Lipkin method applied to the two-level pairing model

Figure 9: (Color online) Ground-state energies in the two-level pairing model calculated within the sixth-order Lipkin and exact VAPNP methods. To render the curves symmetric with respect to the closed shell at $N=20$, the appropriate linear term was added. Normalization of $50G+\epsilon=1$MeV was used.

Figure 10: (Color online) Ratios of approximate pairing energies, calculated within the approximate LN (open circles) and Lipkin VAPNP methods, relative to those of the exact VAPNP method. The figure shows results obtained for $\phi_{M}=0.06$ in function of the pairing-strength parameter $x=G/2\epsilon$. Note that panels (a)-(j) are drawn in very different scales, indicating the discrepancies up to 100% for $N=20$ and only 0.2% for $N=2$.

Figure 11: (Color online) Same as in Fig. 10, but for the results obtained for $x=0.03$ (weak pairing) plotted in function of the maximum gauge angle $\phi_{M}$.

In this appendix, we apply the Lipkin method to the standard two-level pairing model, which is characterized by two $\Omega$-fold degenerate levels with the single-particle energy difference $2\epsilon$ and pairing strength $G$. Below we closely follow the notations and definitions presented in Refs. [18,19], where the results obtained within the LN method have been studied.
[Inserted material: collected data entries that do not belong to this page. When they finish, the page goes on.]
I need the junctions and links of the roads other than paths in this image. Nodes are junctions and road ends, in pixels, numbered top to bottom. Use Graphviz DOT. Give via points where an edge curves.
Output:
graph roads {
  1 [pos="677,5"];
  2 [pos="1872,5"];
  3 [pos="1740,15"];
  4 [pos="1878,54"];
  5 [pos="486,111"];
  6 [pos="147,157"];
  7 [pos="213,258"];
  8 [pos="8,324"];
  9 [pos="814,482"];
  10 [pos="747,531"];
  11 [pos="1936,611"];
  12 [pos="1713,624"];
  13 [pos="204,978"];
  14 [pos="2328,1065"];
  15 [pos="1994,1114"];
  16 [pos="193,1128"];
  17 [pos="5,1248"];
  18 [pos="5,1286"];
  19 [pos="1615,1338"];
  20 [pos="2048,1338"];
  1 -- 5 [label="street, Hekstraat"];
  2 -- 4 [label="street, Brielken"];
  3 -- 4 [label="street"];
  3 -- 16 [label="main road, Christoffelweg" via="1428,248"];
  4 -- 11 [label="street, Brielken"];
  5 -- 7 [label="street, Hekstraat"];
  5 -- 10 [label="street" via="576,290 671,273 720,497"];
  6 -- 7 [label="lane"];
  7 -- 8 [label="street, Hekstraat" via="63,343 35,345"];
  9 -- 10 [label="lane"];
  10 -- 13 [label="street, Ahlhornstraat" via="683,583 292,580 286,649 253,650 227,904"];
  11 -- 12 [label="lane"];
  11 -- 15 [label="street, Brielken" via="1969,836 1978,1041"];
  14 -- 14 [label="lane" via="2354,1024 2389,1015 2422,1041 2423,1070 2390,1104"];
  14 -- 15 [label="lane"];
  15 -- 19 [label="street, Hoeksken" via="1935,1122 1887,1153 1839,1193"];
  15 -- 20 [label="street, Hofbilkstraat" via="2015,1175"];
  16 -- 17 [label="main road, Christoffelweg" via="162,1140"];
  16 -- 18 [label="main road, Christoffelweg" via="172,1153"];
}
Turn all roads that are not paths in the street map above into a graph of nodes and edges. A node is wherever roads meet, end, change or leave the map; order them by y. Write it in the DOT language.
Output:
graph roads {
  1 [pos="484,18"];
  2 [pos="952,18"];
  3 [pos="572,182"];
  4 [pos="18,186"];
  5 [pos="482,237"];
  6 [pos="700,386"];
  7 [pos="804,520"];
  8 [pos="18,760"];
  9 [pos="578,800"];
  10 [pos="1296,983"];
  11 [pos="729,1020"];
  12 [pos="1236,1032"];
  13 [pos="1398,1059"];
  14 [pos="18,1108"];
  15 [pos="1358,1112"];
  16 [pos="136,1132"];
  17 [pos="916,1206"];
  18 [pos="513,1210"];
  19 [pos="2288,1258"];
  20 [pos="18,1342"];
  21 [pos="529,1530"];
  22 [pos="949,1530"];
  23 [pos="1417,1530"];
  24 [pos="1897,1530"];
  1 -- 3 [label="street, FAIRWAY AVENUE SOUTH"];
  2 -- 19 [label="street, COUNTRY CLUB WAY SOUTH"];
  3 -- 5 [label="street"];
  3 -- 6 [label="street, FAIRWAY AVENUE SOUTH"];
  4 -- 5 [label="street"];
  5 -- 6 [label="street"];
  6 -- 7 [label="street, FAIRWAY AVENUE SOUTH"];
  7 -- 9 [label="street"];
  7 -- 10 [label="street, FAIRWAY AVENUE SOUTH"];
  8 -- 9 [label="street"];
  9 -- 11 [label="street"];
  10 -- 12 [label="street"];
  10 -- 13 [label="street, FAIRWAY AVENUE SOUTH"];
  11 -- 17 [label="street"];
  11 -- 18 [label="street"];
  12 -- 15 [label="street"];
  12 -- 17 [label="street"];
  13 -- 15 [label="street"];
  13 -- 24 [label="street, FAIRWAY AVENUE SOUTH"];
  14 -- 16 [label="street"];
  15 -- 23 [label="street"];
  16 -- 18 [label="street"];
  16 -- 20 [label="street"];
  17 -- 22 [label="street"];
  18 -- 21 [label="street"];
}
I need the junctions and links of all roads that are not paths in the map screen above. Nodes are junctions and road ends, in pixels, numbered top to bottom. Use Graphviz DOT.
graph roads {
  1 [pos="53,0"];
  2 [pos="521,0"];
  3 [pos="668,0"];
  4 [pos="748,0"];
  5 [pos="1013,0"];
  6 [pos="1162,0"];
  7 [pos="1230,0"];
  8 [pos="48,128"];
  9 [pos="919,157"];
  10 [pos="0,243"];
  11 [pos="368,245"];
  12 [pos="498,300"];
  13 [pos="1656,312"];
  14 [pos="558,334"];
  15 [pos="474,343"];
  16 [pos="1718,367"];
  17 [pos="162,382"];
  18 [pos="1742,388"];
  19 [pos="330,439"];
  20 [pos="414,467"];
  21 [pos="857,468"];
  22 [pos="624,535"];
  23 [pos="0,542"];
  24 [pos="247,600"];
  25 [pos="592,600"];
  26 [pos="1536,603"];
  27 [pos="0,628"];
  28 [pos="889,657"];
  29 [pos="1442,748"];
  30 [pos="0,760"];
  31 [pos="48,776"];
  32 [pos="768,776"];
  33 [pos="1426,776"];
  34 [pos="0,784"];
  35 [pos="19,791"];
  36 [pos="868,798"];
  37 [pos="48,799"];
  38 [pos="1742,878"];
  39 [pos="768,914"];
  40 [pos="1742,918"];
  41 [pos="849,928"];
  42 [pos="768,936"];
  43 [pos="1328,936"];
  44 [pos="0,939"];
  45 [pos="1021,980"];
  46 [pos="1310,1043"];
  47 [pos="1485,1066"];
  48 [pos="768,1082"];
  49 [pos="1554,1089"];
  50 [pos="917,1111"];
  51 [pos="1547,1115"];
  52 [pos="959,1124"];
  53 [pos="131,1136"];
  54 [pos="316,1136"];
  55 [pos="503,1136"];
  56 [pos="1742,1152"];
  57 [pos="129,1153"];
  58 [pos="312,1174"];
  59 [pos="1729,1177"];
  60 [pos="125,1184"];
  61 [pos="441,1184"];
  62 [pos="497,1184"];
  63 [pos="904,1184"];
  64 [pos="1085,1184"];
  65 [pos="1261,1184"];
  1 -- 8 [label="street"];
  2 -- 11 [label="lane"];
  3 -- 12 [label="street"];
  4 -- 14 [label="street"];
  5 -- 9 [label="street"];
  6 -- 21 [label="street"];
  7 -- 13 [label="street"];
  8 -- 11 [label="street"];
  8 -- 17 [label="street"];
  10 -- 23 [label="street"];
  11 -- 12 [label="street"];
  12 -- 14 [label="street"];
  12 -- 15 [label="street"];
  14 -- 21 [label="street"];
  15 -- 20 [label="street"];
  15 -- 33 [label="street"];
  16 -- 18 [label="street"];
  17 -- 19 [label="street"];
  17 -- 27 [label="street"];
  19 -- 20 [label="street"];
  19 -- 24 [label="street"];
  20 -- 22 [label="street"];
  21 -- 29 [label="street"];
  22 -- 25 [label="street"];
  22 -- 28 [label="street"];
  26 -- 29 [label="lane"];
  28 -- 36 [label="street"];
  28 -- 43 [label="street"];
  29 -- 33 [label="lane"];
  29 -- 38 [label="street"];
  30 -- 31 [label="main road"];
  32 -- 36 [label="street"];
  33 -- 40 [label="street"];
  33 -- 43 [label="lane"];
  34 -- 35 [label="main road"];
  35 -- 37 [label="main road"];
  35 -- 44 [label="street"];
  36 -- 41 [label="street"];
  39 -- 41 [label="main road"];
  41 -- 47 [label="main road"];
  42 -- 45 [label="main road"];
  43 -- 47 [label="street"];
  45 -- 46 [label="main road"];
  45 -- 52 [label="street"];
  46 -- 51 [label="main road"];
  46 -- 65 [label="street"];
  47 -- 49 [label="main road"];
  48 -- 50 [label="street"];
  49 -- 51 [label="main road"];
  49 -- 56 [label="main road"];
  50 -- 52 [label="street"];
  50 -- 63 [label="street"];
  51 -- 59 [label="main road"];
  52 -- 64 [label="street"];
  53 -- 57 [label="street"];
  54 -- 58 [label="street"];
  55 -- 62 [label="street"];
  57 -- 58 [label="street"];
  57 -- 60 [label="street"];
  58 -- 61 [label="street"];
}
In Fig. 9, we show particle-number dependence of the ground-state energies obtained for $\Omega=20$ and for three values of the ratio $x=G/2\epsilon$ equal to 0.03 (weak pairing) 0.053 (critical pairing), and 1 (strong pairing). Results show excellent agreement between the sixth-order Lipkin and exact VAPNP methods, which in the absolute scale of energy cannot be distinguished one from another. To compare the approximate and exact VAPNP methods in fine detail, in Fig. 10 we plotted ratios of the respective pairing energies, $R=E^{\mbox{\rm\scriptsize {approx}}}_{\mbox{\rm\scriptsize {pair}}}$/ $E^{\mbox{\rm\scriptsize {VAPNP}}}_{\mbox{\rm\scriptsize {pair}}}$, as functions of $x$. The pairing energies are defined [18,19] as differences between the total and Hartree-Fock energies. Note that the results are exactly symmetric with respect to the mid shell, that is, those for particle numbers of $N$ and $2\Omega-N$ are exactly identical.

The ratio of $R=1$, that is, perfect agreement, is for all particle numbers reached in the strong-pairing regime. For weak pairing, the largest discrepancies appear at mid shell, $N=20$, and they gradually decrease towards smaller (or larger) particle numbers. This is related to the kink in particle-number dependence of ground-state energies [19], cf. Fig. 9, which disappears with increasing pairing correlations.

For $N=20$, with increasing order of the Lipkin expansion, the agreement with exact results gradually increases, and the Lipkin VAPNP method, even at second order, is here visibly superior to the LN method. Note that at $N=20$, the odd orders of expansion (third and fifth) do not bring any improvement - this is owing to the symmetry of the model with respect to the mid shell.

For $N=18$, the Lipkin expansion cannot reproduce the kink appearing at the adjacent particle number of $N=20$ (see Fig. 9), and it does not seem to converge to the exact result, whereas the LN results are clearly superior. For smaller particle numbers, this pattern gradually changes, and for $N\leq12$ the Lipkin expansion does converge to the exact result and at orders higher than four becomes better than the LN method.

We stress here that in the realistic cases discussed in Sec. 3, the pattern of comparison between the LN and Lipkin VAPNP methods pertains to moderately high pairing strengths, certainly beyond the pairing phase transition, which in the two-level model appears at $x_c=1/(\Omega-1)\simeq0.053$.

Finally, in Fig. 11, we show dependence of results on the maximum gauge angle $\phi_{M}$ used in the Lipkin VAPNP method, see Secs. 2 and 3. We see that for all particle numbers, the second-order results do depend on $\phi_{M}$, indicating an insufficient order of expansion. For $N\leq12$ we see that with increasing order of expansion, the results become perfectly independent of $\phi_{M}$, which characterizes a converging expansion. On the other hand, closer to the mid shell, even at sixth order a visible dependence on $\phi_{M}$ still remains.